(EXERCISE REQUIREMENTS): The entries must be set down again word for word; no pictures belong in the copy.

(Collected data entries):
☆ ☆ ☆ ☆ ☆

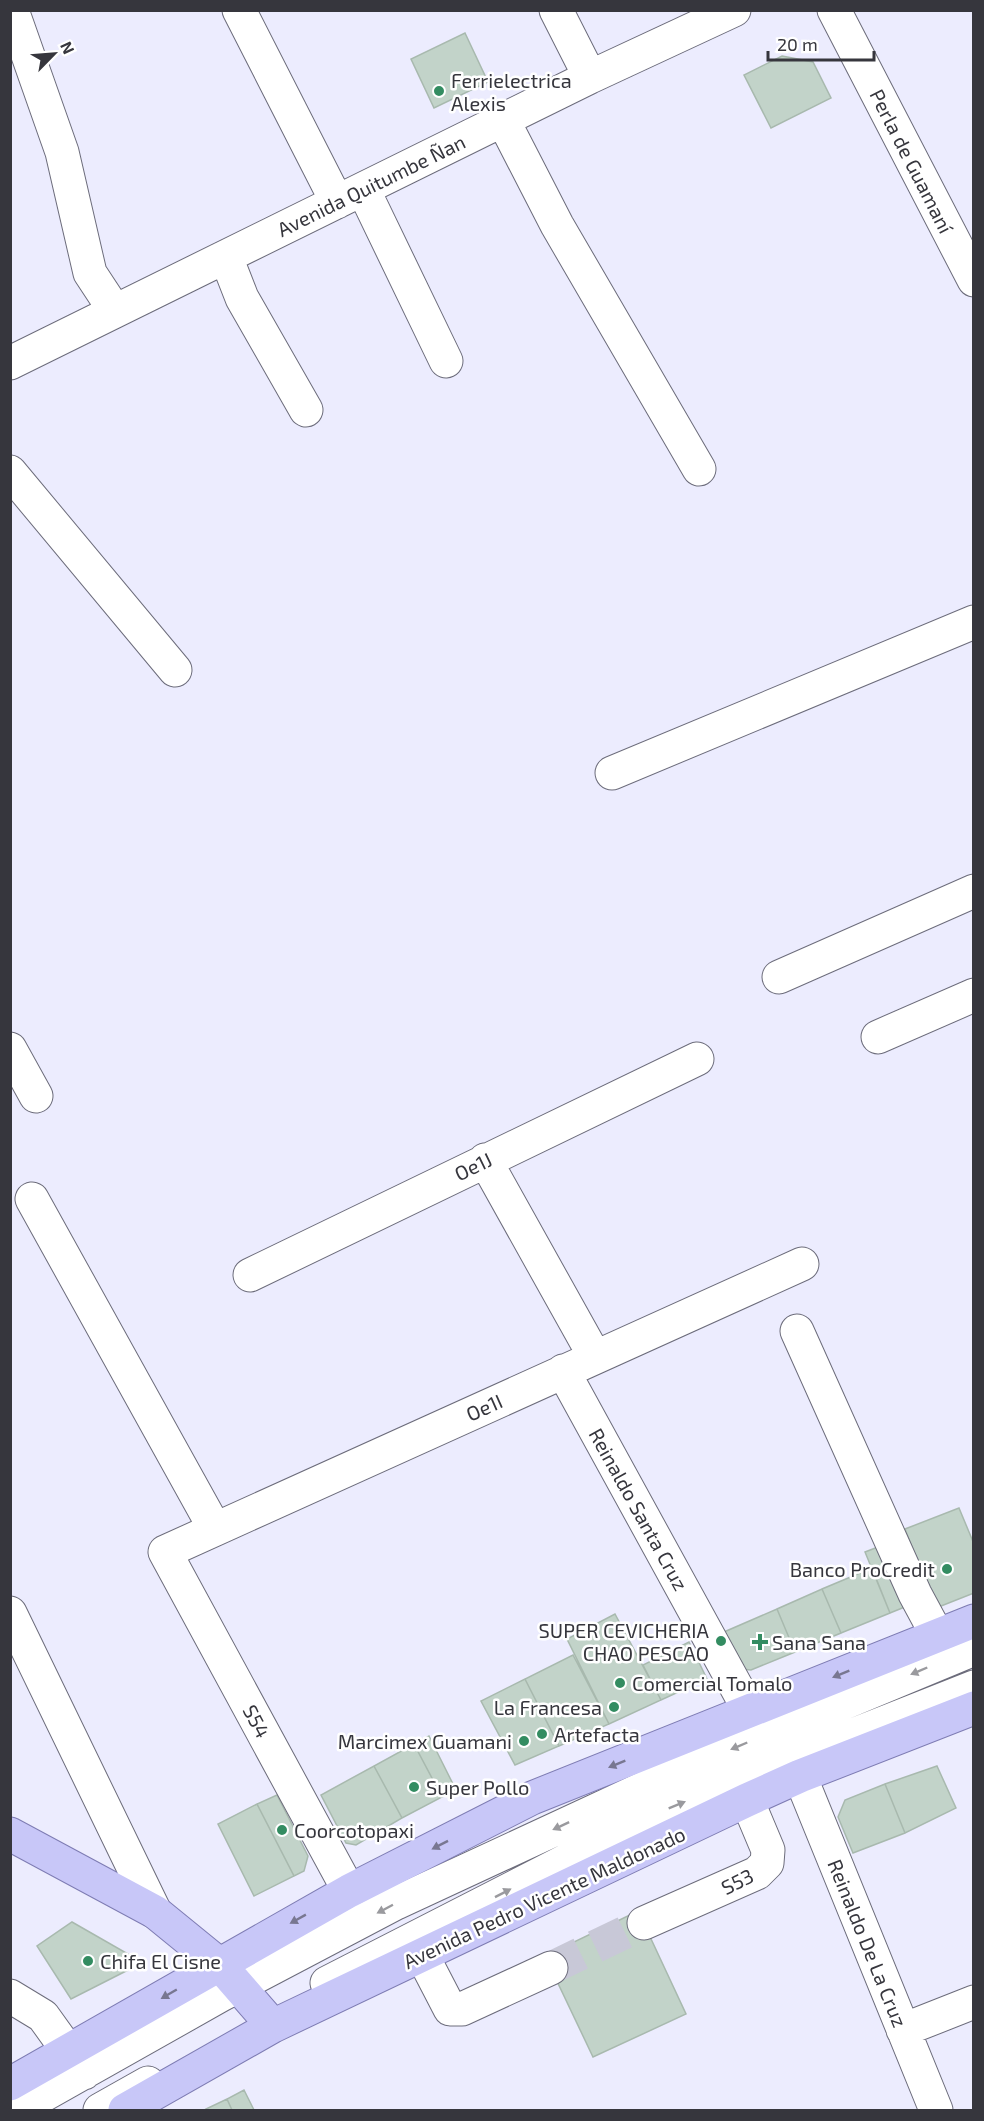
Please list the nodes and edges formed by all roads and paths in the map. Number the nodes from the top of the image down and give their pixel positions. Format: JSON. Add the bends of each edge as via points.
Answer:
{"nodes":[{"id":1,"x":12,"y":10,"type":"edge"},
{"id":2,"x":239,"y":10,"type":"edge"},
{"id":3,"x":556,"y":10,"type":"edge"},
{"id":4,"x":734,"y":10,"type":"edge"},
{"id":5,"x":834,"y":10,"type":"edge"},
{"id":6,"x":590,"y":77,"type":"junction"},
{"id":7,"x":503,"y":120,"type":"junction"},
{"id":8,"x":350,"y":196,"type":"junction"},
{"id":9,"x":226,"y":257,"type":"junction"},
{"id":10,"x":974,"y":280,"type":"edge"},
{"id":11,"x":115,"y":311,"type":"junction"},
{"id":12,"x":446,"y":361,"type":"dead end"},
{"id":13,"x":10,"y":363,"type":"edge"},
{"id":14,"x":306,"y":410,"type":"dead end"},
{"id":15,"x":699,"y":469,"type":"dead end"},
{"id":16,"x":10,"y":472,"type":"edge"},
{"id":17,"x":974,"y":622,"type":"edge"},
{"id":18,"x":175,"y":670,"type":"dead end"},
{"id":19,"x":612,"y":772,"type":"dead end"},
{"id":20,"x":974,"y":891,"type":"edge"},
{"id":21,"x":779,"y":977,"type":"dead end"},
{"id":22,"x":974,"y":995,"type":"edge"},
{"id":23,"x":878,"y":1037,"type":"dead end"},
{"id":24,"x":10,"y":1049,"type":"edge"},
{"id":25,"x":697,"y":1059,"type":"dead end"},
{"id":26,"x":36,"y":1096,"type":"dead end"},
{"id":27,"x":484,"y":1160,"type":"junction"},
{"id":28,"x":32,"y":1198,"type":"dead end"},
{"id":29,"x":802,"y":1264,"type":"dead end"},
{"id":30,"x":250,"y":1275,"type":"dead end"},
{"id":31,"x":797,"y":1331,"type":"dead end"},
{"id":32,"x":595,"y":1357,"type":"junction"},
{"id":33,"x":563,"y":1371,"type":"junction"},
{"id":34,"x":216,"y":1529,"type":"junction"},
{"id":35,"x":165,"y":1552,"type":"joint"},
{"id":36,"x":10,"y":1613,"type":"edge"},
{"id":37,"x":974,"y":1621,"type":"edge"},
{"id":38,"x":954,"y":1648,"type":"edge"},
{"id":39,"x":974,"y":1687,"type":"edge"},
{"id":40,"x":974,"y":1707,"type":"edge"},
{"id":41,"x":749,"y":1710,"type":"junction"},
{"id":42,"x":800,"y":1776,"type":"junction"},
{"id":43,"x":747,"y":1800,"type":"junction"},
{"id":44,"x":10,"y":1834,"type":"edge"},
{"id":45,"x":349,"y":1891,"type":"junction"},
{"id":46,"x":155,"y":1912,"type":"junction"},
{"id":47,"x":644,"y":1923,"type":"tunnel mouth"},
{"id":48,"x":422,"y":1955,"type":"junction"},
{"id":49,"x":551,"y":1968,"type":"tunnel mouth"},
{"id":50,"x":229,"y":1975,"type":"junction"},
{"id":51,"x":10,"y":1996,"type":"edge"},
{"id":52,"x":974,"y":2002,"type":"edge"},
{"id":53,"x":269,"y":2022,"type":"junction"},
{"id":54,"x":903,"y":2030,"type":"junction"},
{"id":55,"x":76,"y":2062,"type":"junction"},
{"id":56,"x":10,"y":2084,"type":"edge"},
{"id":57,"x":17,"y":2110,"type":"edge"},
{"id":58,"x":100,"y":2110,"type":"edge"},
{"id":59,"x":125,"y":2110,"type":"edge"},
{"id":60,"x":936,"y":2110,"type":"edge"}],
"edges":[{"from":1,"to":11,"type":"street","via":[[62,152],[90,273]]},
{"from":2,"to":8,"type":"street"},
{"from":3,"to":6,"type":"street"},
{"from":4,"to":6,"type":"street","name":"Avenida Quitumbe Ñan"},
{"from":5,"to":10,"type":"street","name":"Perla de Guamaní"},
{"from":6,"to":7,"type":"street","name":"Avenida Quitumbe Ñan"},
{"from":7,"to":8,"type":"street","name":"Avenida Quitumbe Ñan"},
{"from":7,"to":15,"type":"street","via":[[558,225]]},
{"from":8,"to":9,"type":"street","name":"Avenida Quitumbe Ñan"},
{"from":8,"to":12,"type":"street"},
{"from":9,"to":11,"type":"street","name":"Avenida Quitumbe Ñan"},
{"from":9,"to":14,"type":"street","via":[[242,298]]},
{"from":11,"to":13,"type":"street","name":"Avenida Quitumbe Ñan"},
{"from":16,"to":18,"type":"street"},
{"from":17,"to":19,"type":"street"},
{"from":20,"to":21,"type":"street"},
{"from":22,"to":23,"type":"street"},
{"from":24,"to":26,"type":"street"},
{"from":25,"to":27,"type":"street","name":"Oe1J"},
{"from":27,"to":30,"type":"street","name":"Oe1J"},
{"from":27,"to":32,"type":"street"},
{"from":28,"to":34,"type":"street"},
{"from":29,"to":32,"type":"street","name":"Oe1I"},
{"from":31,"to":38,"type":"street","via":[[915,1594]]},
{"from":32,"to":33,"type":"street","name":"Oe1I"},
{"from":33,"to":34,"type":"street","name":"Oe1I"},
{"from":33,"to":41,"type":"street","name":"Reinaldo Santa Cruz"},
{"from":34,"to":35,"type":"street","name":"Oe1I"},
{"from":35,"to":45,"type":"street","name":"S54"},
{"from":36,"to":46,"type":"street"},
{"from":37,"to":38,"type":"main road"},
{"from":38,"to":41,"type":"main road","one_way":true},
{"from":38,"to":50,"type":"street","one_way":true,"via":[[396,1903]]},
{"from":53,"to":39,"type":"street","one_way":true,"via":[[338,1978],[669,1808]]},
{"from":40,"to":42,"type":"main road","name":"Avenida Pedro Vicente Maldonado"},
{"from":41,"to":45,"type":"main road","one_way":true,"via":[[532,1798]]},
{"from":42,"to":43,"type":"main road","name":"Avenida Pedro Vicente Maldonado"},
{"from":42,"to":54,"type":"street","name":"Reinaldo De La Cruz"},
{"from":43,"to":47,"type":"street","name":"S53","via":[[768,1850],[767,1863],[757,1873]]},
{"from":43,"to":48,"type":"main road","name":"Avenida Pedro Vicente Maldonado"},
{"from":44,"to":46,"type":"main road"},
{"from":45,"to":50,"type":"main road","one_way":true},
{"from":46,"to":50,"type":"main road"},
{"from":48,"to":49,"type":"street","via":[[450,2009],[462,2009]]},
{"from":48,"to":53,"type":"main road","name":"Avenida Pedro Vicente Maldonado"},
{"from":50,"to":53,"type":"main road"},
{"from":50,"to":55,"type":"main road","one_way":true},
{"from":51,"to":55,"type":"street","via":[[43,2016]]},
{"from":52,"to":54,"type":"street"},
{"from":53,"to":58,"type":"street"},
{"from":53,"to":59,"type":"main road","name":"Avenida Pedro Vicente Maldonado"},
{"from":54,"to":60,"type":"street","name":"Reinaldo De La Cruz"},
{"from":55,"to":56,"type":"main road"},
{"from":55,"to":57,"type":"street"}]}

☆ ☆ ☆ ☆ ☆

(RESPONSE TO THIS TASK):
Please list the nodes and edges formed by all roads and paths in the map. Number the nodes from the top of the image down and give their pixel positions. Format: JSON. Add the bends of each edge as via points.
Answer:
{"nodes":[{"id":1,"x":12,"y":10,"type":"edge"},
{"id":2,"x":239,"y":10,"type":"edge"},
{"id":3,"x":556,"y":10,"type":"edge"},
{"id":4,"x":734,"y":10,"type":"edge"},
{"id":5,"x":834,"y":10,"type":"edge"},
{"id":6,"x":590,"y":77,"type":"junction"},
{"id":7,"x":503,"y":120,"type":"junction"},
{"id":8,"x":350,"y":196,"type":"junction"},
{"id":9,"x":226,"y":257,"type":"junction"},
{"id":10,"x":974,"y":280,"type":"edge"},
{"id":11,"x":115,"y":311,"type":"junction"},
{"id":12,"x":446,"y":361,"type":"dead end"},
{"id":13,"x":10,"y":363,"type":"edge"},
{"id":14,"x":306,"y":410,"type":"dead end"},
{"id":15,"x":699,"y":469,"type":"dead end"},
{"id":16,"x":10,"y":472,"type":"edge"},
{"id":17,"x":974,"y":622,"type":"edge"},
{"id":18,"x":175,"y":670,"type":"dead end"},
{"id":19,"x":612,"y":772,"type":"dead end"},
{"id":20,"x":974,"y":891,"type":"edge"},
{"id":21,"x":779,"y":977,"type":"dead end"},
{"id":22,"x":974,"y":995,"type":"edge"},
{"id":23,"x":878,"y":1037,"type":"dead end"},
{"id":24,"x":10,"y":1049,"type":"edge"},
{"id":25,"x":697,"y":1059,"type":"dead end"},
{"id":26,"x":36,"y":1096,"type":"dead end"},
{"id":27,"x":484,"y":1160,"type":"junction"},
{"id":28,"x":32,"y":1198,"type":"dead end"},
{"id":29,"x":802,"y":1264,"type":"dead end"},
{"id":30,"x":250,"y":1275,"type":"dead end"},
{"id":31,"x":797,"y":1331,"type":"dead end"},
{"id":32,"x":595,"y":1357,"type":"junction"},
{"id":33,"x":563,"y":1371,"type":"junction"},
{"id":34,"x":216,"y":1529,"type":"junction"},
{"id":35,"x":165,"y":1552,"type":"joint"},
{"id":36,"x":10,"y":1613,"type":"edge"},
{"id":37,"x":974,"y":1621,"type":"edge"},
{"id":38,"x":954,"y":1648,"type":"edge"},
{"id":39,"x":974,"y":1687,"type":"edge"},
{"id":40,"x":974,"y":1707,"type":"edge"},
{"id":41,"x":749,"y":1710,"type":"junction"},
{"id":42,"x":800,"y":1776,"type":"junction"},
{"id":43,"x":747,"y":1800,"type":"junction"},
{"id":44,"x":10,"y":1834,"type":"edge"},
{"id":45,"x":349,"y":1891,"type":"junction"},
{"id":46,"x":155,"y":1912,"type":"junction"},
{"id":47,"x":644,"y":1923,"type":"tunnel mouth"},
{"id":48,"x":422,"y":1955,"type":"junction"},
{"id":49,"x":551,"y":1968,"type":"tunnel mouth"},
{"id":50,"x":229,"y":1975,"type":"junction"},
{"id":51,"x":10,"y":1996,"type":"edge"},
{"id":52,"x":974,"y":2002,"type":"edge"},
{"id":53,"x":269,"y":2022,"type":"junction"},
{"id":54,"x":903,"y":2030,"type":"junction"},
{"id":55,"x":76,"y":2062,"type":"junction"},
{"id":56,"x":10,"y":2084,"type":"edge"},
{"id":57,"x":17,"y":2110,"type":"edge"},
{"id":58,"x":100,"y":2110,"type":"edge"},
{"id":59,"x":125,"y":2110,"type":"edge"},
{"id":60,"x":936,"y":2110,"type":"edge"}],
"edges":[{"from":1,"to":11,"type":"street","via":[[62,152],[90,273]]},
{"from":2,"to":8,"type":"street"},
{"from":3,"to":6,"type":"street"},
{"from":4,"to":6,"type":"street","name":"Avenida Quitumbe Ñan"},
{"from":5,"to":10,"type":"street","name":"Perla de Guamaní"},
{"from":6,"to":7,"type":"street","name":"Avenida Quitumbe Ñan"},
{"from":7,"to":8,"type":"street","name":"Avenida Quitumbe Ñan"},
{"from":7,"to":15,"type":"street","via":[[558,225]]},
{"from":8,"to":9,"type":"street","name":"Avenida Quitumbe Ñan"},
{"from":8,"to":12,"type":"street"},
{"from":9,"to":11,"type":"street","name":"Avenida Quitumbe Ñan"},
{"from":9,"to":14,"type":"street","via":[[242,298]]},
{"from":11,"to":13,"type":"street","name":"Avenida Quitumbe Ñan"},
{"from":16,"to":18,"type":"street"},
{"from":17,"to":19,"type":"street"},
{"from":20,"to":21,"type":"street"},
{"from":22,"to":23,"type":"street"},
{"from":24,"to":26,"type":"street"},
{"from":25,"to":27,"type":"street","name":"Oe1J"},
{"from":27,"to":30,"type":"street","name":"Oe1J"},
{"from":27,"to":32,"type":"street"},
{"from":28,"to":34,"type":"street"},
{"from":29,"to":32,"type":"street","name":"Oe1I"},
{"from":31,"to":38,"type":"street","via":[[915,1594]]},
{"from":32,"to":33,"type":"street","name":"Oe1I"},
{"from":33,"to":34,"type":"street","name":"Oe1I"},
{"from":33,"to":41,"type":"street","name":"Reinaldo Santa Cruz"},
{"from":34,"to":35,"type":"street","name":"Oe1I"},
{"from":35,"to":45,"type":"street","name":"S54"},
{"from":36,"to":46,"type":"street"},
{"from":37,"to":38,"type":"main road"},
{"from":38,"to":41,"type":"main road","one_way":true},
{"from":38,"to":50,"type":"street","one_way":true,"via":[[396,1903]]},
{"from":53,"to":39,"type":"street","one_way":true,"via":[[338,1978],[669,1808]]},
{"from":40,"to":42,"type":"main road","name":"Avenida Pedro Vicente Maldonado"},
{"from":41,"to":45,"type":"main road","one_way":true,"via":[[532,1798]]},
{"from":42,"to":43,"type":"main road","name":"Avenida Pedro Vicente Maldonado"},
{"from":42,"to":54,"type":"street","name":"Reinaldo De La Cruz"},
{"from":43,"to":47,"type":"street","name":"S53","via":[[768,1850],[767,1863],[757,1873]]},
{"from":43,"to":48,"type":"main road","name":"Avenida Pedro Vicente Maldonado"},
{"from":44,"to":46,"type":"main road"},
{"from":45,"to":50,"type":"main road","one_way":true},
{"from":46,"to":50,"type":"main road"},
{"from":48,"to":49,"type":"street","via":[[450,2009],[462,2009]]},
{"from":48,"to":53,"type":"main road","name":"Avenida Pedro Vicente Maldonado"},
{"from":50,"to":53,"type":"main road"},
{"from":50,"to":55,"type":"main road","one_way":true},
{"from":51,"to":55,"type":"street","via":[[43,2016]]},
{"from":52,"to":54,"type":"street"},
{"from":53,"to":58,"type":"street"},
{"from":53,"to":59,"type":"main road","name":"Avenida Pedro Vicente Maldonado"},
{"from":54,"to":60,"type":"street","name":"Reinaldo De La Cruz"},
{"from":55,"to":56,"type":"main road"},
{"from":55,"to":57,"type":"street"}]}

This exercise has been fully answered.